Generally, providing a diagnosis is relatively easy, but it has to be established by a pediatric ophthalmologist based on the history described by parents, as well as on the medical evaluation. As highlighted before, all symptoms must be attributed to the correct condition, in order to differentiate the ones related to neo-natal conjunctivitis, which can lead to severe complications.

Additional medical investigations are rarely needed, investigations like fluorescein leakage test or bacteriological examination of secretions when infected.

Treatment

Children born with lacrimal duct obstruction don’t usually need treatment. In more than 90% of cases the condition gets better without any treatment during the first year of life. Treatment measures undertaken at home, like cleaning the eyes and draining the duct, can help prevent infections. Usually, antibiotics are necessary only if there are signs of infection like redness, edema or yellowish secretions.
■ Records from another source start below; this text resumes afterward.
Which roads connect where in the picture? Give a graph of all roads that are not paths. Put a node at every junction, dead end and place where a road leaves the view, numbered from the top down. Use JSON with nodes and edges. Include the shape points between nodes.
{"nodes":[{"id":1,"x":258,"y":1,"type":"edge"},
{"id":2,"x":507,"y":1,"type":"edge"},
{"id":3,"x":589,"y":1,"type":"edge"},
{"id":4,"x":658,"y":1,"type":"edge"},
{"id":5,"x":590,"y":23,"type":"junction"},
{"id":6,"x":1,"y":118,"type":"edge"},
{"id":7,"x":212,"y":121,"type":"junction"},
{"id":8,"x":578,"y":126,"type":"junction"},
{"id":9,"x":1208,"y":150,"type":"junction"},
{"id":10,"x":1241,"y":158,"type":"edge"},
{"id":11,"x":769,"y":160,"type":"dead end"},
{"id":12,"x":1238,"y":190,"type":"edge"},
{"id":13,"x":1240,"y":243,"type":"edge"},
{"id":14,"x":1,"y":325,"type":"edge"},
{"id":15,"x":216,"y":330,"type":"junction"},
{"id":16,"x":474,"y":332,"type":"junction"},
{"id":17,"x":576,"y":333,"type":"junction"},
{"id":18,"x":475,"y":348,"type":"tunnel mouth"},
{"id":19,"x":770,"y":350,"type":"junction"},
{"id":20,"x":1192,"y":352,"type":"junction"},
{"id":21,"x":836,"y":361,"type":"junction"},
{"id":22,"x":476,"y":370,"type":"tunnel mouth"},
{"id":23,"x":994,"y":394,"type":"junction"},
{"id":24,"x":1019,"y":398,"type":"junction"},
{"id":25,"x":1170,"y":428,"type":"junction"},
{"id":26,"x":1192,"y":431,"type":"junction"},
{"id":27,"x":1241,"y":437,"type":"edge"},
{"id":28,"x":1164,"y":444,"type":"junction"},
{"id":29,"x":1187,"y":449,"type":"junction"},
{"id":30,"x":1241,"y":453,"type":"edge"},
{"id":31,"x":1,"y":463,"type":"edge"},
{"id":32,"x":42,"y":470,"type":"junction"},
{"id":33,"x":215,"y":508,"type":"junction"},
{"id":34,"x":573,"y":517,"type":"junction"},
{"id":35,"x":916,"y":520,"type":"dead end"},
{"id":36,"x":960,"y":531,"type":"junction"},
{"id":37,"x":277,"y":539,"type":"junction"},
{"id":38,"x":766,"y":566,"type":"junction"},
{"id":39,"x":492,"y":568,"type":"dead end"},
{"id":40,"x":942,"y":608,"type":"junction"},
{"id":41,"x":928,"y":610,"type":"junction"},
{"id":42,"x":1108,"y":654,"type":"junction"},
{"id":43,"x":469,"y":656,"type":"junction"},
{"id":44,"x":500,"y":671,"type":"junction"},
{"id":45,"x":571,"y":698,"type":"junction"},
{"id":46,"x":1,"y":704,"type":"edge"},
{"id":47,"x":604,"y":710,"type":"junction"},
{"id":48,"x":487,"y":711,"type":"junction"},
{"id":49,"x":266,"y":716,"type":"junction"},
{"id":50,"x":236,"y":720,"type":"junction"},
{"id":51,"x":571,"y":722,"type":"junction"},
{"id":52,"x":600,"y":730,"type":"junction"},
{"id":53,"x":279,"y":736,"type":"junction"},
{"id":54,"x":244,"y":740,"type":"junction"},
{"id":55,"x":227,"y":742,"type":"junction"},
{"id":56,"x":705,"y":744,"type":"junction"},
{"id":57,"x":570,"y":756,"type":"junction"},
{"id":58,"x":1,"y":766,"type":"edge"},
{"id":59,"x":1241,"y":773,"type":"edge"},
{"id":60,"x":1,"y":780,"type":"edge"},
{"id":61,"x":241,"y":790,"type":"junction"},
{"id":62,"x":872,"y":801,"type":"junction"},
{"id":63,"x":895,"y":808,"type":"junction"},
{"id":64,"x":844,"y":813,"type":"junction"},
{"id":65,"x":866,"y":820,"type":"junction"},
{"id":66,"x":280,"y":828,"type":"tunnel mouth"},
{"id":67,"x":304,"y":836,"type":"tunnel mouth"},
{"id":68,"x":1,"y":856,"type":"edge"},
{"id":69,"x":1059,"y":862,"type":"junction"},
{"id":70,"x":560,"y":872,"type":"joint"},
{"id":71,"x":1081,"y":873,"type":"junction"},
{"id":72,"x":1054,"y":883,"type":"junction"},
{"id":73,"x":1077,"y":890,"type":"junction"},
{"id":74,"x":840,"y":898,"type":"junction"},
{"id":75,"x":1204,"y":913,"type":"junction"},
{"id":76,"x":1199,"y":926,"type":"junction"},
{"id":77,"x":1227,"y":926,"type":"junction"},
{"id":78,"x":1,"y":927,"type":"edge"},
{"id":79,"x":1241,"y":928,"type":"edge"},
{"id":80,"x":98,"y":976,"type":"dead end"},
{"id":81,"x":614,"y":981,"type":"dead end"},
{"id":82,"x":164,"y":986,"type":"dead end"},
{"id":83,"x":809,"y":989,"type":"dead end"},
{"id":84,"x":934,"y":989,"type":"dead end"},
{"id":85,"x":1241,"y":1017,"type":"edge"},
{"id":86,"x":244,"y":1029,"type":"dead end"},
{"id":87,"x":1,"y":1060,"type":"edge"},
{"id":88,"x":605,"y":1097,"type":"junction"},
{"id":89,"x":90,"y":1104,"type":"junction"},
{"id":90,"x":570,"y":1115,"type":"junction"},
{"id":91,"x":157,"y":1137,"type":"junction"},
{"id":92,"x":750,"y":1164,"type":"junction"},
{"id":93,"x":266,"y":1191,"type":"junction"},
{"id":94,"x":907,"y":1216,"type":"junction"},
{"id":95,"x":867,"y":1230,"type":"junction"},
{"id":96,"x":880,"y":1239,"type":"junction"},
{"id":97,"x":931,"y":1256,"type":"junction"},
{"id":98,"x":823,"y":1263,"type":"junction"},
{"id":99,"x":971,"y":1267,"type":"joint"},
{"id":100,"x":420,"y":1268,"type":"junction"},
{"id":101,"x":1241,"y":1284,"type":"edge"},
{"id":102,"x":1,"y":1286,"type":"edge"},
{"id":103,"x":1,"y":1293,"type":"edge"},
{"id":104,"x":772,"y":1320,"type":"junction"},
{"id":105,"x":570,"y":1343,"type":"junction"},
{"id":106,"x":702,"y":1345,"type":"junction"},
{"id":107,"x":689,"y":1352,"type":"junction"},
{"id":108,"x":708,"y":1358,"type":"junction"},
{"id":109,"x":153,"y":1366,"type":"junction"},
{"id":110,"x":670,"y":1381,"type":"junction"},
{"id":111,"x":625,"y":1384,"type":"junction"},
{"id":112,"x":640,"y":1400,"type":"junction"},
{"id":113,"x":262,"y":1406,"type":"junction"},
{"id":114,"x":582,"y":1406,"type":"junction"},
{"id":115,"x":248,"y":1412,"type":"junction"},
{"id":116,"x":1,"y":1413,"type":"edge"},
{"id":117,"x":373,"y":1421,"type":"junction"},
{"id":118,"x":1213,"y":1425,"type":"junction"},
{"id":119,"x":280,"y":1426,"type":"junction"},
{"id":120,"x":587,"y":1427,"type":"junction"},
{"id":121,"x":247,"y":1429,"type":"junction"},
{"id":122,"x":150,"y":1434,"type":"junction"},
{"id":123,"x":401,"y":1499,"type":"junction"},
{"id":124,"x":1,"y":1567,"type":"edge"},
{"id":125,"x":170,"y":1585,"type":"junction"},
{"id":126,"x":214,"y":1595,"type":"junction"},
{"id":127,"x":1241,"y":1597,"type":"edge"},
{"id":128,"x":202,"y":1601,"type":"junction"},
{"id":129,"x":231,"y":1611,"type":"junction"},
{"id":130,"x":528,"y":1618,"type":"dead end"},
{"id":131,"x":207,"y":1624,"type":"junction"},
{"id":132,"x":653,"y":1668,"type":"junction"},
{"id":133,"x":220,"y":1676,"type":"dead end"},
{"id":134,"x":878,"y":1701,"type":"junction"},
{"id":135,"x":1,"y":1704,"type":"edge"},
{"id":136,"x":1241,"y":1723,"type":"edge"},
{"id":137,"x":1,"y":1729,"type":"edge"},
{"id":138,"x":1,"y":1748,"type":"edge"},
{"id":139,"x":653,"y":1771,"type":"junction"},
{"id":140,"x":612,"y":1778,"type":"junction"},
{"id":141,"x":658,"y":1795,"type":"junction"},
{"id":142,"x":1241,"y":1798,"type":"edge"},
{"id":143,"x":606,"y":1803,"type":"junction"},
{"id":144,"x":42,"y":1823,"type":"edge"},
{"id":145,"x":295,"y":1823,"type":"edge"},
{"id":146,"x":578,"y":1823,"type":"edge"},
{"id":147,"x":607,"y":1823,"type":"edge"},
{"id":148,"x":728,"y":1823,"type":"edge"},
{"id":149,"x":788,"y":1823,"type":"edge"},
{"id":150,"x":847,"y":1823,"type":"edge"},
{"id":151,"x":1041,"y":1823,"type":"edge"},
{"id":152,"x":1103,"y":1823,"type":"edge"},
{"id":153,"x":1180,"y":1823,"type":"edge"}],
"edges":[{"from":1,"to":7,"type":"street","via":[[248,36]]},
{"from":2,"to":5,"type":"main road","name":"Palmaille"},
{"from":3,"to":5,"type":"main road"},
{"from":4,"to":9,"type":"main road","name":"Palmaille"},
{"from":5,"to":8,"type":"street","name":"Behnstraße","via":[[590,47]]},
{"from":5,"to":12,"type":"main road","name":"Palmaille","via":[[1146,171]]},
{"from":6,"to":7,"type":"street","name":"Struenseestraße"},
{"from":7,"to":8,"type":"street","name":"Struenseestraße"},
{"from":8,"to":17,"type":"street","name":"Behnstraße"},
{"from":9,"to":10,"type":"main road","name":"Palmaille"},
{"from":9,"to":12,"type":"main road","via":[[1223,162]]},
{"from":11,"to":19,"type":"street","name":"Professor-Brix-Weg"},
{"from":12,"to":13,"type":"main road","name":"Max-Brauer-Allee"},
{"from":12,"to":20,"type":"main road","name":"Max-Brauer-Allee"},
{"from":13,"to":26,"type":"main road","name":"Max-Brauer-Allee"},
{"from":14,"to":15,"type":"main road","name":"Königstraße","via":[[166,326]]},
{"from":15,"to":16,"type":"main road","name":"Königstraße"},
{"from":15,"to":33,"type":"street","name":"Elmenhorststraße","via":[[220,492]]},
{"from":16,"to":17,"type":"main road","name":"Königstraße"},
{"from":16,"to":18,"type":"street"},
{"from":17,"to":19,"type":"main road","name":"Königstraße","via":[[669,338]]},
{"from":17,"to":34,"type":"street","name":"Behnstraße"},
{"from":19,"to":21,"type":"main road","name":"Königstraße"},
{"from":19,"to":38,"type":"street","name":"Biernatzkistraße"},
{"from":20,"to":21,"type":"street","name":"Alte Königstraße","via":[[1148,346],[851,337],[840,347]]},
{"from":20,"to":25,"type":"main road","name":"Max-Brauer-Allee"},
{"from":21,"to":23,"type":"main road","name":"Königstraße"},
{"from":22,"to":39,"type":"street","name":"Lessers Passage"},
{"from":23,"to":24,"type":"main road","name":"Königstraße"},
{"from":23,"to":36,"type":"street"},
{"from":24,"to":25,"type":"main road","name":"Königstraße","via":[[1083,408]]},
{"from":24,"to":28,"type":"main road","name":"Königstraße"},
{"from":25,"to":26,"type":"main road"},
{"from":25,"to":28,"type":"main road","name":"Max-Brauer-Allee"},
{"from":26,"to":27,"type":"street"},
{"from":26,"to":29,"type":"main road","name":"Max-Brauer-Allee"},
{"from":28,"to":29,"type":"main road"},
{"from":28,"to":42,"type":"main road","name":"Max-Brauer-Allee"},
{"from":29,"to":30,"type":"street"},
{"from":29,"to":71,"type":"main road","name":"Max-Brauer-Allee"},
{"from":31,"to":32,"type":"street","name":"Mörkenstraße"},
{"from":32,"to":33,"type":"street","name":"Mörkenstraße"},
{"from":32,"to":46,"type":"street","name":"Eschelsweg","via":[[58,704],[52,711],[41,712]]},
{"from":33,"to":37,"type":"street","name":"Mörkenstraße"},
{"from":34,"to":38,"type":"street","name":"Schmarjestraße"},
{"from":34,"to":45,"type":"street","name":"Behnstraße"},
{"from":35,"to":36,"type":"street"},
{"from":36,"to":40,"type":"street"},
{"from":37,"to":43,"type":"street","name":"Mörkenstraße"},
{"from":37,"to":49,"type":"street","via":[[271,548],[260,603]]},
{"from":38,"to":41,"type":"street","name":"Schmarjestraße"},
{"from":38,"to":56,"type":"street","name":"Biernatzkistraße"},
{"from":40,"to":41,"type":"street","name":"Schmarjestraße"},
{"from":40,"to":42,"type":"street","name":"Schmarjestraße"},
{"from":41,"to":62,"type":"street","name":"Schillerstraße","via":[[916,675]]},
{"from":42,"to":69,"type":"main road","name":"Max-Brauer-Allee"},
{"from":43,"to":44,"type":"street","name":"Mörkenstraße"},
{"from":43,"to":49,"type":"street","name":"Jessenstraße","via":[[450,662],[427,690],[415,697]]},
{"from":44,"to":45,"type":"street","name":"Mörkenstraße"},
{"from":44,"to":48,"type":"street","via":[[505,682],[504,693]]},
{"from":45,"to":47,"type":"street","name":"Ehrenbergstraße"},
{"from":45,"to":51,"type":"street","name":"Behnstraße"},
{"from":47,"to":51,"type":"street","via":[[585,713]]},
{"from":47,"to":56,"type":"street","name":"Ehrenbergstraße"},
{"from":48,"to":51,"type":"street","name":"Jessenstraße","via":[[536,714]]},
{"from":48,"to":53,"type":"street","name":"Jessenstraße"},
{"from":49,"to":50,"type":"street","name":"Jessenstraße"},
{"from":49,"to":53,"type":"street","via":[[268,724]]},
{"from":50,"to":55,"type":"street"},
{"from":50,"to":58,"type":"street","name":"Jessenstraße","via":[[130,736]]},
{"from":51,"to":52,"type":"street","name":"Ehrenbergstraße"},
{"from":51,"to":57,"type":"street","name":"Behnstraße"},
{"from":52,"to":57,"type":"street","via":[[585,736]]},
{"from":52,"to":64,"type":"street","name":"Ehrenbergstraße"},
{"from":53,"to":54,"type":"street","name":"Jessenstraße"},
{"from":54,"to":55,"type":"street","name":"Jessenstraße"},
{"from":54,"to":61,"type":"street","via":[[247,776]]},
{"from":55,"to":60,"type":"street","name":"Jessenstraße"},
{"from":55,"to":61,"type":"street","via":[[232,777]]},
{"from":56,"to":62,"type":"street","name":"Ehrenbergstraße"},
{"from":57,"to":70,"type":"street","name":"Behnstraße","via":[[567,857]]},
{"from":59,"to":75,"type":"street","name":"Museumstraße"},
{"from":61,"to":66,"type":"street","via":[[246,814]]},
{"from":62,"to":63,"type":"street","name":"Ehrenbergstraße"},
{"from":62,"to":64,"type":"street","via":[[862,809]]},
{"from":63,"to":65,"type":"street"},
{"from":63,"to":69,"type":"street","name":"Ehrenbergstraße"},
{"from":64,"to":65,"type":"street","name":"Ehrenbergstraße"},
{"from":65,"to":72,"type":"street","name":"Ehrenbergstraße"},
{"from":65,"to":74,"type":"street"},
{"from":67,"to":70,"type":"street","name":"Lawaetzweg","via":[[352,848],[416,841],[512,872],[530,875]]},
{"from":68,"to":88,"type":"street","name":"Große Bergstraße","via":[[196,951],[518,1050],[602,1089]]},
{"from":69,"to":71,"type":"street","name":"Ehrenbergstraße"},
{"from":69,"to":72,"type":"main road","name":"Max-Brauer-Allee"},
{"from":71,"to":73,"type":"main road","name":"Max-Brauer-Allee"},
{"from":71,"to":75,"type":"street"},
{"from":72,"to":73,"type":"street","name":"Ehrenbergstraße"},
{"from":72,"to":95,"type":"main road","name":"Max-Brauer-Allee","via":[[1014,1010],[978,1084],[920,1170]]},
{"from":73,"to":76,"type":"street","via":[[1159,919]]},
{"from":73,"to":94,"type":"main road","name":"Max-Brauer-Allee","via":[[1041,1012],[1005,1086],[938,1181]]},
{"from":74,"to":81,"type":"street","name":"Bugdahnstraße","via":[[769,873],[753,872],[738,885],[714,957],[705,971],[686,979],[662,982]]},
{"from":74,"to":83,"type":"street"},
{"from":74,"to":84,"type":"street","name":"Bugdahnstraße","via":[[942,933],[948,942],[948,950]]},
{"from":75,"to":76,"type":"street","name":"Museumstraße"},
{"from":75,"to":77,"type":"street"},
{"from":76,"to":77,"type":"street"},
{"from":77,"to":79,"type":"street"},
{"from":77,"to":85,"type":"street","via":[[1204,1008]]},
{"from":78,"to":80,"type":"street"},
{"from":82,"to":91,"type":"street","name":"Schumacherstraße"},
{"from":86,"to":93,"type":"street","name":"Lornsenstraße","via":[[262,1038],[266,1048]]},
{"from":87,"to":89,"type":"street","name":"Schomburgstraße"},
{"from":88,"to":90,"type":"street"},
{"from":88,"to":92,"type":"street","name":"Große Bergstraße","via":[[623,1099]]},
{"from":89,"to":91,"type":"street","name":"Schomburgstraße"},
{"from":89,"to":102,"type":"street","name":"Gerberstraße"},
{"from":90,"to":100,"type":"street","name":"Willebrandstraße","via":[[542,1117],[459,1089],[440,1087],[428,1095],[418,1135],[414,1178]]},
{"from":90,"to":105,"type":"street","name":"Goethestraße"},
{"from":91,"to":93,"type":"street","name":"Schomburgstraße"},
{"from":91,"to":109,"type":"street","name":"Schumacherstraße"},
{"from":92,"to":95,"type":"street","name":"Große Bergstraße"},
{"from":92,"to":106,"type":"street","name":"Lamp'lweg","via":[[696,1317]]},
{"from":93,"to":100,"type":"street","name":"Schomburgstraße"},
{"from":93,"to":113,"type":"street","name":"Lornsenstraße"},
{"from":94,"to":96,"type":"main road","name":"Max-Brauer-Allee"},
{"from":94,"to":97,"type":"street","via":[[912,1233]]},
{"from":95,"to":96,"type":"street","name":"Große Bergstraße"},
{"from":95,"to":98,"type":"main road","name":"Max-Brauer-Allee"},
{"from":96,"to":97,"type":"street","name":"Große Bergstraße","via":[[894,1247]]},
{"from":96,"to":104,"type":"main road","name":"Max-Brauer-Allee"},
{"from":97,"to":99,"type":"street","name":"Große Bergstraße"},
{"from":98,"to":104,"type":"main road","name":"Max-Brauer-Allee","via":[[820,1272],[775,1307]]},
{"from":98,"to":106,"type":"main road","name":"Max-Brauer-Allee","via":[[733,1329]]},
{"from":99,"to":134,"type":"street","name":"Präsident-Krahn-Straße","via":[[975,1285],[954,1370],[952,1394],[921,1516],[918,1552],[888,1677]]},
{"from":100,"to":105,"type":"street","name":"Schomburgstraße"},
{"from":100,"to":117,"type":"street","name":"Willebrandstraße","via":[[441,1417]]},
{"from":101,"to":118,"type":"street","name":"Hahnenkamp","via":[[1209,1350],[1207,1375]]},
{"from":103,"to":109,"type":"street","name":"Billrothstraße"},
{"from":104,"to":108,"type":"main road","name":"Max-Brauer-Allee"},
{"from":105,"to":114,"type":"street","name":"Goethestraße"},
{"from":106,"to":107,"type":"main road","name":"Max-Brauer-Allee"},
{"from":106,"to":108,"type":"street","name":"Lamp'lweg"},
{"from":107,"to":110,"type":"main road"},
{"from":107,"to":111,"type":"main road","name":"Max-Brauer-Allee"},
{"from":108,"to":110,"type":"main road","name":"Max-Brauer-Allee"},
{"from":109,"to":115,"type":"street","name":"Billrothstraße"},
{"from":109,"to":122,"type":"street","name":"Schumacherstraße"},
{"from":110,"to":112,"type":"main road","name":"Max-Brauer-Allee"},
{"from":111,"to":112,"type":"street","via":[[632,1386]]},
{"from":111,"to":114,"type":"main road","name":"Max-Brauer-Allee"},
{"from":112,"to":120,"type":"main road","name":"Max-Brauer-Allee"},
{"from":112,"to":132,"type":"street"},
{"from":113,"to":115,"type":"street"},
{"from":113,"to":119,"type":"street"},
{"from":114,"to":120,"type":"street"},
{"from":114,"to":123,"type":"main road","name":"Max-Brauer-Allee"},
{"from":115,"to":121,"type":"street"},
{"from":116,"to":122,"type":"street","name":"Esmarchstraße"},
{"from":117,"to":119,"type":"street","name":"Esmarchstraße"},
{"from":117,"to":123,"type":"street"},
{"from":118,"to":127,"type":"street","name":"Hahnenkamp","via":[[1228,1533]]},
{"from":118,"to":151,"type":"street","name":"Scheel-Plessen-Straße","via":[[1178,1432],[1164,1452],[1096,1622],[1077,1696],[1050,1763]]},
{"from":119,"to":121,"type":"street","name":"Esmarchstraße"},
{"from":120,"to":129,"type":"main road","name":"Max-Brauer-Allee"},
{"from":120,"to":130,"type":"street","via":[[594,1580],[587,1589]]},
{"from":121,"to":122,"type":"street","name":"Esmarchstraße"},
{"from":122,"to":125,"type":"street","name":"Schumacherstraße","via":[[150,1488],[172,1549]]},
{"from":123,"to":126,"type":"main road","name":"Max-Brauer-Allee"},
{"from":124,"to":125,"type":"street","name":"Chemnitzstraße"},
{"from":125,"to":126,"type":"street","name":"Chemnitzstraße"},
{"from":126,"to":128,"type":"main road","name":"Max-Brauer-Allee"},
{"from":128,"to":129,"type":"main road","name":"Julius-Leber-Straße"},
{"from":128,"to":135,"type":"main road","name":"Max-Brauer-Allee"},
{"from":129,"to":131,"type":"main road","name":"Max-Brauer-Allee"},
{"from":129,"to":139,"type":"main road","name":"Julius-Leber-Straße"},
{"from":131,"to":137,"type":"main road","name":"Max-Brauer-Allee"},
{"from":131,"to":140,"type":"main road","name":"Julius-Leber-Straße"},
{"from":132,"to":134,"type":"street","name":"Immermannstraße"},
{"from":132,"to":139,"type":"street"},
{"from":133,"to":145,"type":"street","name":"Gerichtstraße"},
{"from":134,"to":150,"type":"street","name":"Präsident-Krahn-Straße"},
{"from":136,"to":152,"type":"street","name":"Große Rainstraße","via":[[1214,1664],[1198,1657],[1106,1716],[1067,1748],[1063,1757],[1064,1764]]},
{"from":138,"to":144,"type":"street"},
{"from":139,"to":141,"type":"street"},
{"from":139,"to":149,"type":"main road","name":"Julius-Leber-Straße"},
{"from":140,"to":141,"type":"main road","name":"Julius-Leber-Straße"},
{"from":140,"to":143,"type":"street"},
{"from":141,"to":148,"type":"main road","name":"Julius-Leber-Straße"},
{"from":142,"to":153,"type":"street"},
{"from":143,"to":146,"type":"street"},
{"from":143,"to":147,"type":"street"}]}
If the duct is still obscured by the age of 6 months old, a simple procedure like probing the lacrimal duct is conducted. This will open the lacrimal duct in more than 90% of cases.

There isn’t a consensus regarding the age, but the results are excellent when the intervention is performed until the age of 1 year old, as chronic inflammations often occur if there are frequent infections, inflammation which can cause an unsuccessful probing, the obstruction rebuilding after a short period following the procedure. In these cases, there is one solution – to implant a silicon tube at the duct level in order to maintain it permeable for a few months, after which it is removed and the nasolacrimal duct becomes permeable.

This intervention is performed only at the instruction of a pediatric ophthalmologist, in sterile conditions and under anesthesia. The intervention itself is short and there aren’t any inconveniences afterwards.